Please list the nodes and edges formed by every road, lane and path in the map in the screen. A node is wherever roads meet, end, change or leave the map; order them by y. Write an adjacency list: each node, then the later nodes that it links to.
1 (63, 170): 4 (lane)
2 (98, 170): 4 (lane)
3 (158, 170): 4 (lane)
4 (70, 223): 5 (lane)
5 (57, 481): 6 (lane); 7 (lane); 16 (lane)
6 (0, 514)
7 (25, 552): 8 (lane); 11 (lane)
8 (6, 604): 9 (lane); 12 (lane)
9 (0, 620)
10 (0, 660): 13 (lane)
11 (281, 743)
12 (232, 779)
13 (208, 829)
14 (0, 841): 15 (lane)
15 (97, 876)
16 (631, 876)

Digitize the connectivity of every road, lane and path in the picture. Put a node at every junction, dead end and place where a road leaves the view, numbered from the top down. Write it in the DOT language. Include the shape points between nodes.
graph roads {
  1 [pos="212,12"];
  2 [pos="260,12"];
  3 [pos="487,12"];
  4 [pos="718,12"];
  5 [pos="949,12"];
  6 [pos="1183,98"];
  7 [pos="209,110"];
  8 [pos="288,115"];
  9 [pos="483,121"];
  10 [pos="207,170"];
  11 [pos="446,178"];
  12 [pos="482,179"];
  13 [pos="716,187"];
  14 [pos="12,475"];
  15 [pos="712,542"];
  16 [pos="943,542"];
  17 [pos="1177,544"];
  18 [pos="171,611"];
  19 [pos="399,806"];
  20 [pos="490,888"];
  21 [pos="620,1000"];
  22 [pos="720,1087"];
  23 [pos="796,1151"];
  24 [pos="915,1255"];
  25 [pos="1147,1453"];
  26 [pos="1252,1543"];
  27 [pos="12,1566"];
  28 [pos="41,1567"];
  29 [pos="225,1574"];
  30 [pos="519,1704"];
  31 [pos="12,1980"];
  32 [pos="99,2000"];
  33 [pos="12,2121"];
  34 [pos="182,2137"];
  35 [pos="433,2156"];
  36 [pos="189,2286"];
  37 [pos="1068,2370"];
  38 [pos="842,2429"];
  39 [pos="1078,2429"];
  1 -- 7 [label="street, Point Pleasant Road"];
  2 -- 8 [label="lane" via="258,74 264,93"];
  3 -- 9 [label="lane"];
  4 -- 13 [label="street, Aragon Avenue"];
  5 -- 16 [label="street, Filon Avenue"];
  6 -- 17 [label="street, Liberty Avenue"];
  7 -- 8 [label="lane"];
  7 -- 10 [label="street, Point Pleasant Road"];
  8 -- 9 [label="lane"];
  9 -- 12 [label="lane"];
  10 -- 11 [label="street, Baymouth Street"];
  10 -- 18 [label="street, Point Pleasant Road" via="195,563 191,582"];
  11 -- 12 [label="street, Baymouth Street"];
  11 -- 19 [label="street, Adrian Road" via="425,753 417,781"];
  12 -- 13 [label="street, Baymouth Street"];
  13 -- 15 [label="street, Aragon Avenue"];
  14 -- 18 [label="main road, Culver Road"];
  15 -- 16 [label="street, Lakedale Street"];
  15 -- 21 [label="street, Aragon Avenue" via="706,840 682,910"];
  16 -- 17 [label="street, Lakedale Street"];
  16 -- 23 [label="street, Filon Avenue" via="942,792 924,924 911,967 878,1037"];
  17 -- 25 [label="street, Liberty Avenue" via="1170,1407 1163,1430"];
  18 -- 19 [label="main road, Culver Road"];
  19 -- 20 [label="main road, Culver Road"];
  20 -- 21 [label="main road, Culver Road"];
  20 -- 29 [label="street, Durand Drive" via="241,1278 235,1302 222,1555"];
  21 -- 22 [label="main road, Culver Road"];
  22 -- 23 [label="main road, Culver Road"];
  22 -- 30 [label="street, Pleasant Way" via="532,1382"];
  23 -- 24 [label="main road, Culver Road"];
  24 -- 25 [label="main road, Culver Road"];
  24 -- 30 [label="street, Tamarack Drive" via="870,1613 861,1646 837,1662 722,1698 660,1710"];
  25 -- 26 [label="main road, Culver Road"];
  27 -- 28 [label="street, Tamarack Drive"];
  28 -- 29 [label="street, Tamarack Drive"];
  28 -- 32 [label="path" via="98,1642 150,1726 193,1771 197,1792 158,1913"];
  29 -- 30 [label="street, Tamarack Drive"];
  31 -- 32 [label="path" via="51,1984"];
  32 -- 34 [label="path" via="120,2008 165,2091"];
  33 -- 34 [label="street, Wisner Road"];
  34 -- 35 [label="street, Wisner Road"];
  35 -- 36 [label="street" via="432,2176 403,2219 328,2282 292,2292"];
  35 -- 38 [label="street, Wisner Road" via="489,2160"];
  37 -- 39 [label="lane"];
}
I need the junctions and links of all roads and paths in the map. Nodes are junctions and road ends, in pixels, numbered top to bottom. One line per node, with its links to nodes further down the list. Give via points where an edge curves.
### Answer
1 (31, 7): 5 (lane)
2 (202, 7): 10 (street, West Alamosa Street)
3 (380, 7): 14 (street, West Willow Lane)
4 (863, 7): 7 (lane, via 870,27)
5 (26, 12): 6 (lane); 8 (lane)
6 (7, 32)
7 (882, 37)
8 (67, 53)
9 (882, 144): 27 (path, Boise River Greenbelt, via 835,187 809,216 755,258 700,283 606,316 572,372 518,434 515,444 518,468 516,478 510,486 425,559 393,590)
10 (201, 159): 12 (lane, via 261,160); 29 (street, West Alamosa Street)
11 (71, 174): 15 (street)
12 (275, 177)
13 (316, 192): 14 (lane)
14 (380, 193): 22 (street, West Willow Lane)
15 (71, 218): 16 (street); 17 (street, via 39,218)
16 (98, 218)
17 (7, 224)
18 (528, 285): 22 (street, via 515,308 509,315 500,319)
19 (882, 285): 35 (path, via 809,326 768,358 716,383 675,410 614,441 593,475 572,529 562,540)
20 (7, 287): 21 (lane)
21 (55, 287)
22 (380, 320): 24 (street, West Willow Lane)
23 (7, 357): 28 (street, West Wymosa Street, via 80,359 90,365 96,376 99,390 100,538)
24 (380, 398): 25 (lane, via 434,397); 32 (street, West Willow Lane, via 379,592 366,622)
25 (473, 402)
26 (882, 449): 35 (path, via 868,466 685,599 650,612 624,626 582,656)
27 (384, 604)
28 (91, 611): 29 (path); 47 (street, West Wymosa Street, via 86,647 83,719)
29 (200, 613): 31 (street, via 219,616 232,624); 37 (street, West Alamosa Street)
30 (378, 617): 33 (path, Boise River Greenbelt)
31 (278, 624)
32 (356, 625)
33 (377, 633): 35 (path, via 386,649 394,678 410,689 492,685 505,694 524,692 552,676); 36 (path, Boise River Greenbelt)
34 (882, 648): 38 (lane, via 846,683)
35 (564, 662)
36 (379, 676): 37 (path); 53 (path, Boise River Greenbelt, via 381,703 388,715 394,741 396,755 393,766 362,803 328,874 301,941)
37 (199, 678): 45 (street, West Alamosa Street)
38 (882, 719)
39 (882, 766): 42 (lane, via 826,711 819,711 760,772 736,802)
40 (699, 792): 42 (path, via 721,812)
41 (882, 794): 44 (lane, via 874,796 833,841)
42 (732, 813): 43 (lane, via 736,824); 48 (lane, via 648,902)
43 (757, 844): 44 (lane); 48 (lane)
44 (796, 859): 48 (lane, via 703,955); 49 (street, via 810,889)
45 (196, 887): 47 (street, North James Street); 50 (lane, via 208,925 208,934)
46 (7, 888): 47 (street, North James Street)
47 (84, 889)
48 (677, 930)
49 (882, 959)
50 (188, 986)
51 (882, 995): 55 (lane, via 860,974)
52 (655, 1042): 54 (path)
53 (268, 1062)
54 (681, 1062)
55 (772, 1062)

|---|

# Activity
Every line in the entries above that has the word "Wisner" should be identified and copied.

# Answer to the exercise
  33 -- 34 [label="street, Wisner Road"];
  34 -- 35 [label="street, Wisner Road"];
  35 -- 38 [label="street, Wisner Road" via="489,2160"];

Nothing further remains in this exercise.